Our suffering when looked at properly is a glorious thing because it brings with it greater glory to Jesus Christ. It causes us to draw nearer to Him, to trust Him more fully, to talk to Him more often.
When our suffering ends and our rest in eternity begins our praise will be more glorious and when He finally brings complete righteousness and justice to mankind we will glorify Him all the more having suffered injustice.
Let’s go back to our text and apply a few things. What did Paul do while suffering?
1.He gave thanks (Vs. 3)
“I thank my God upon every remembrance of you.”
Every time he remembered the Philippian church he gave thanks for them. I bet that was often. Paul wasn’t dwelling on his present circumstances, he was thinking about them and in doing so became thankful.
Do you want to be thankful even in bad times? Think about others. When you do this it will fill your heart with thanksgiving. Pray for others when you are suffering. You’ll often find that God brings peace to our hearts during times of intercession.

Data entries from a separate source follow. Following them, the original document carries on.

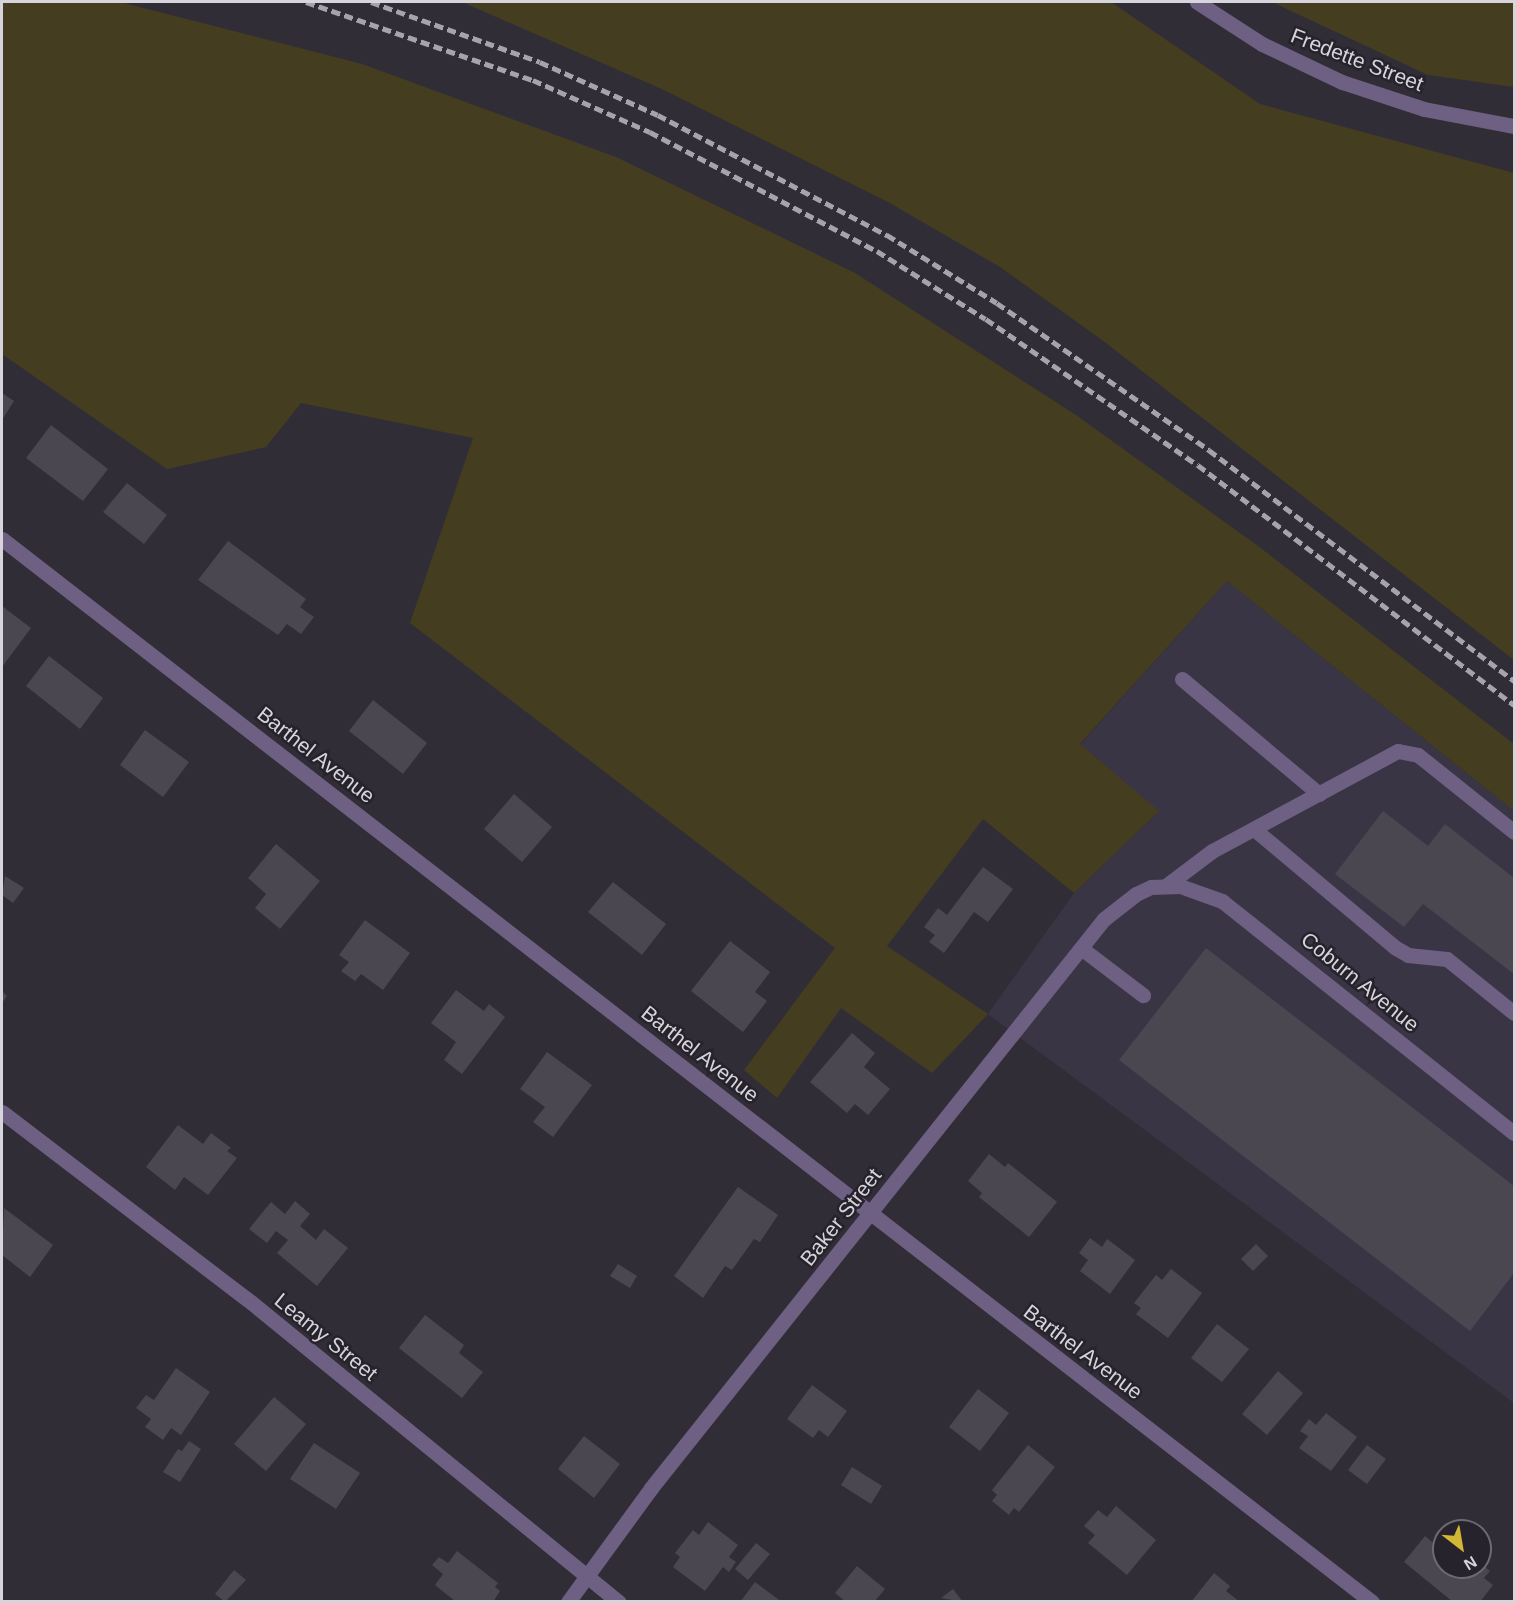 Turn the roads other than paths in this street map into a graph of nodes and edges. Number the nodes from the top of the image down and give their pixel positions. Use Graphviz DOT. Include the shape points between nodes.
graph roads {
  1 [pos="1197,2"];
  2 [pos="1515,126"];
  3 [pos="2,539"];
  4 [pos="1182,679"];
  5 [pos="1319,794"];
  6 [pos="1254,828"];
  7 [pos="1515,832"];
  8 [pos="1167,885"];
  9 [pos="1081,948"];
  10 [pos="1143,995"];
  11 [pos="1515,1013"];
  12 [pos="2,1112"];
  13 [pos="1515,1133"];
  14 [pos="869,1215"];
  15 [pos="587,1575"];
  16 [pos="568,1602"];
  17 [pos="619,1602"];
  18 [pos="1372,1602"];
  1 -- 2 [label="street, Fredette Street" via="1262,44 1342,82 1424,109"];
  3 -- 14 [label="street, Barthel Avenue" via="515,934"];
  4 -- 5 [label="street"];
  5 -- 6 [label="street"];
  5 -- 7 [label="street" via="1398,751 1410,752"];
  6 -- 8 [label="street" via="1212,851"];
  6 -- 11 [label="street" via="1396,948 1408,955 1447,959"];
  8 -- 9 [label="street, Baker Street" via="1151,887 1122,902"];
  8 -- 13 [label="street, Coburn Avenue" via="1205,893 1255,924"];
  9 -- 10 [label="street"];
  9 -- 14 [label="street, Baker Street"];
  12 -- 15 [label="street, Leamy Street" via="247,1299"];
  14 -- 15 [label="street, Baker Street" via="651,1488"];
  14 -- 18 [label="street, Barthel Avenue"];
  15 -- 16 [label="street, Baker Street"];
  15 -- 17 [label="street, Leamy Street"];
}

2. He served others (Vs. 4)
“Always in every prayer of mine for you all making request with joy.”
In every prayer he made request for them. This brought joy. He took himself out of his present trial and found joy in interceding for these Christians. Are you suffering today? Serve others. Do it physically if you can or in prayer if you can’t.
We have forgotten the true power in prayer. We don’t see prayer as a ministry anymore. We don’t truly believe it does any good. Paul disagreed and poured himself into prayer as if prayer actually accomplished something.
3. He held firm to the promises of God (Vs. 6)
“Being confident of this very thing, that he which hath begun a good work in you will perform it until the day of Jesus Christ.”